Laura pakte hem aan de ene kant en Mary pakte hem aan de andere kant. Ze pakten hem stevig en Laura zei: „O, Pa, ik ben zo blij, dat u dat gedaan hebt!"

„Ik ook, Pa! Ik ook!" zei Mary. Ze waren werkelijk blij.

„Nou," zei Pa, „we krijgen het volgend jaar een grote tarweoogst, en jullie hoeven niet tot het volgend kerstfeest op lekkers te wachten."

„Was het lekker, Pa?" vroeg Laura. „Voelde u zich opgeknapt toen u het op had?"

„Het was heel lekker, en ik voelde me een stuk opgeknapt," zei Pa. „Ik ging meteen slapen, en ik moet gisteren en vannacht aldoor geslapen hebben. Opeens schoot ik klaar wakker overeind. Ik hoorde niets meer.

„Was ik nu zo diep onder de sneeuw begraven, dat ik de sneeuwstorm niet kon horen, of was hij voorbij? Ik luisterde goed. Het was zo stil, dat ik de stilte kon horen.

„Toen ben ik als een das in de sneeuw gaan graven meisjes. Wat heb ik me gehaast om uit dat hol te komen. Ik kwam uit de sneeuwbank gekrabbeld, en waar denk je dat ik was?

„Ik stond op de oever van de rivier, precies boven de plek waar we de visval hebben gezet, Laura."

„Maar die plek kan ik vanuit het raam zien," zei Laura.

„Ja, en ik kon het huis zien," zei Pa. Die hele, nare tijd was hij vlakbij huis geweest.

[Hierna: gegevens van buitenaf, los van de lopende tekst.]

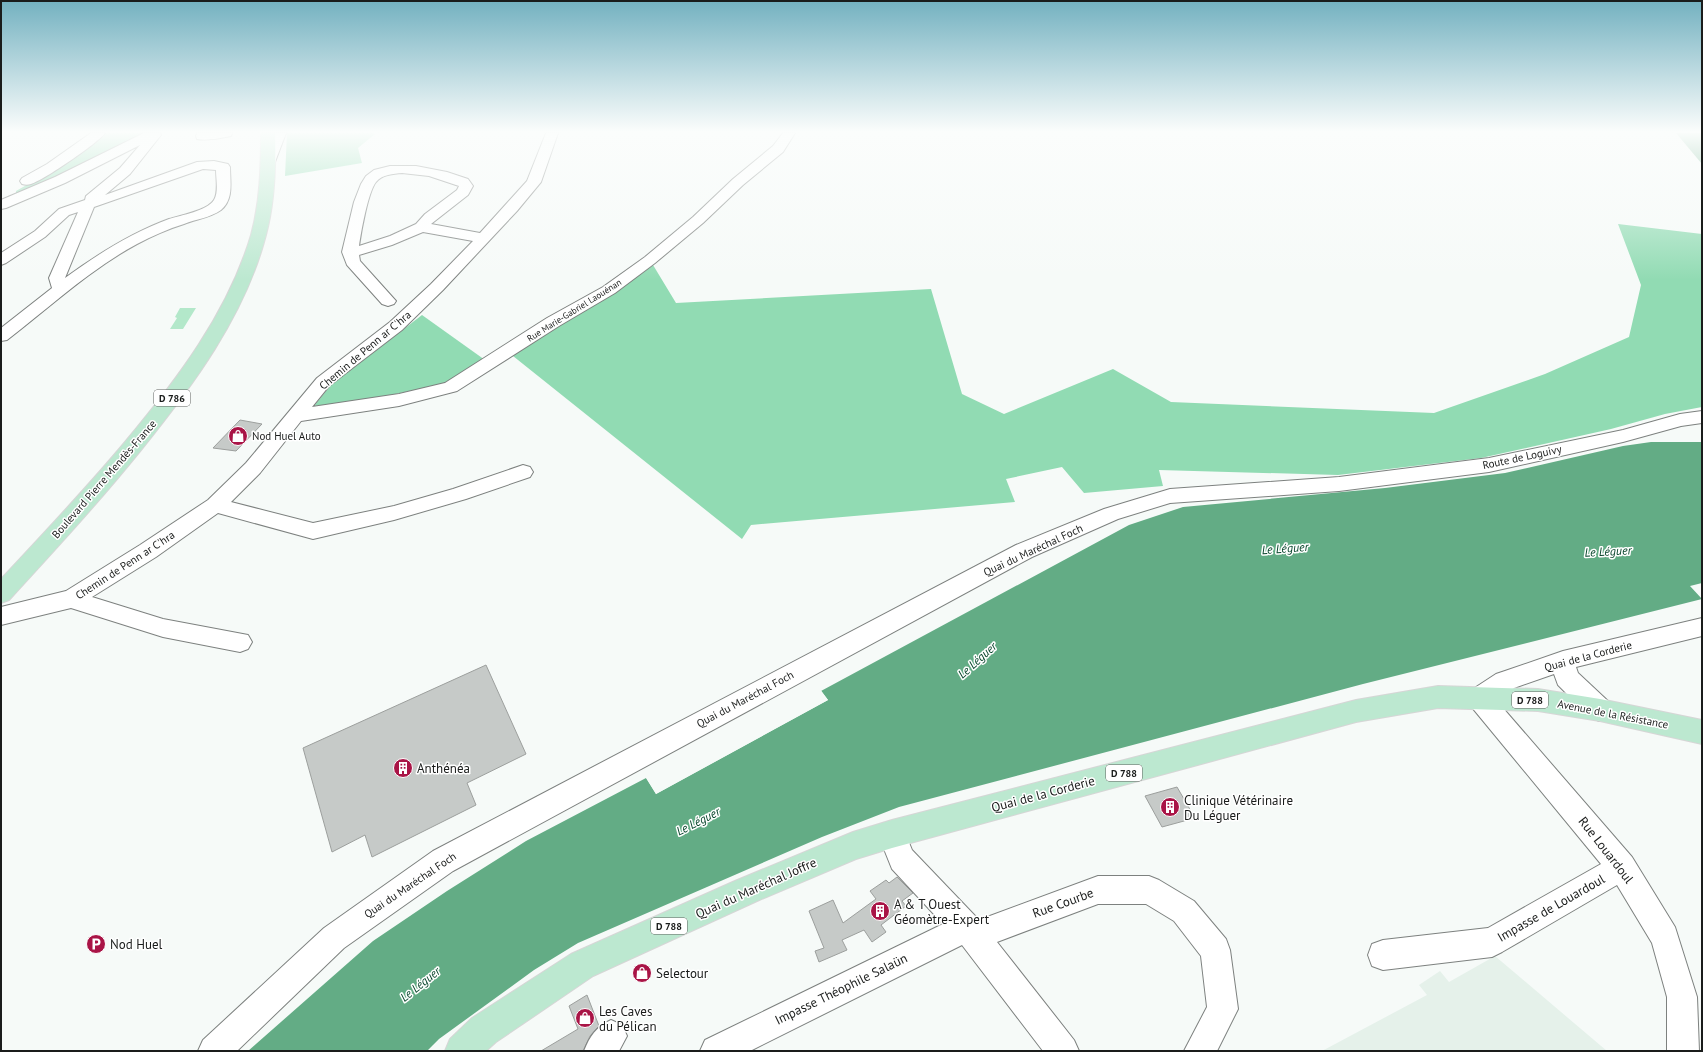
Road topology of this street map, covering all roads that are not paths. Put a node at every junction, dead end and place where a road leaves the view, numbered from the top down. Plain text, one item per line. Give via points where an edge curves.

De lamp in het venster had niet door de sneeuwstorm heen kunnen schijnen, anders zou hij het licht gezien hebben.

„Mijn benen waren zo stijf en verkrampt, dat ik er bijna niet op kon staan," zei Pa. „Maar ik zag ons huis, en zo gauw als ik kon ging ik ernaartoe. En hier ben ik!" eindigde hij, en hij pakte Laura en Mary.

Toen liep hij naar de zware buffeljas en hij haalde uit een van de zakken een plat, vierkant, glanzend blik. „Wat denk jullie, dat ik voor ons kerstmaal heb meegebracht?"

Ze konden het niet raden.

„Oesters!" zei Pa. „Lekkere, verse oesters! Ze waren stijf bevroren toen ik ze kocht, en ze zijn nog stijf bevroren. Leg ze maar in het buitenhok, Caroline, dan blijven ze goed tot morgen."

Laura raakte het blik aan. Het was ijskoud.

„Ik heb de beschuitjes opgegeten, en ik heb het kerstlekkers opgegeten, maar ik heb verdraaid de oesters voor thuis bewaard," zei Pa.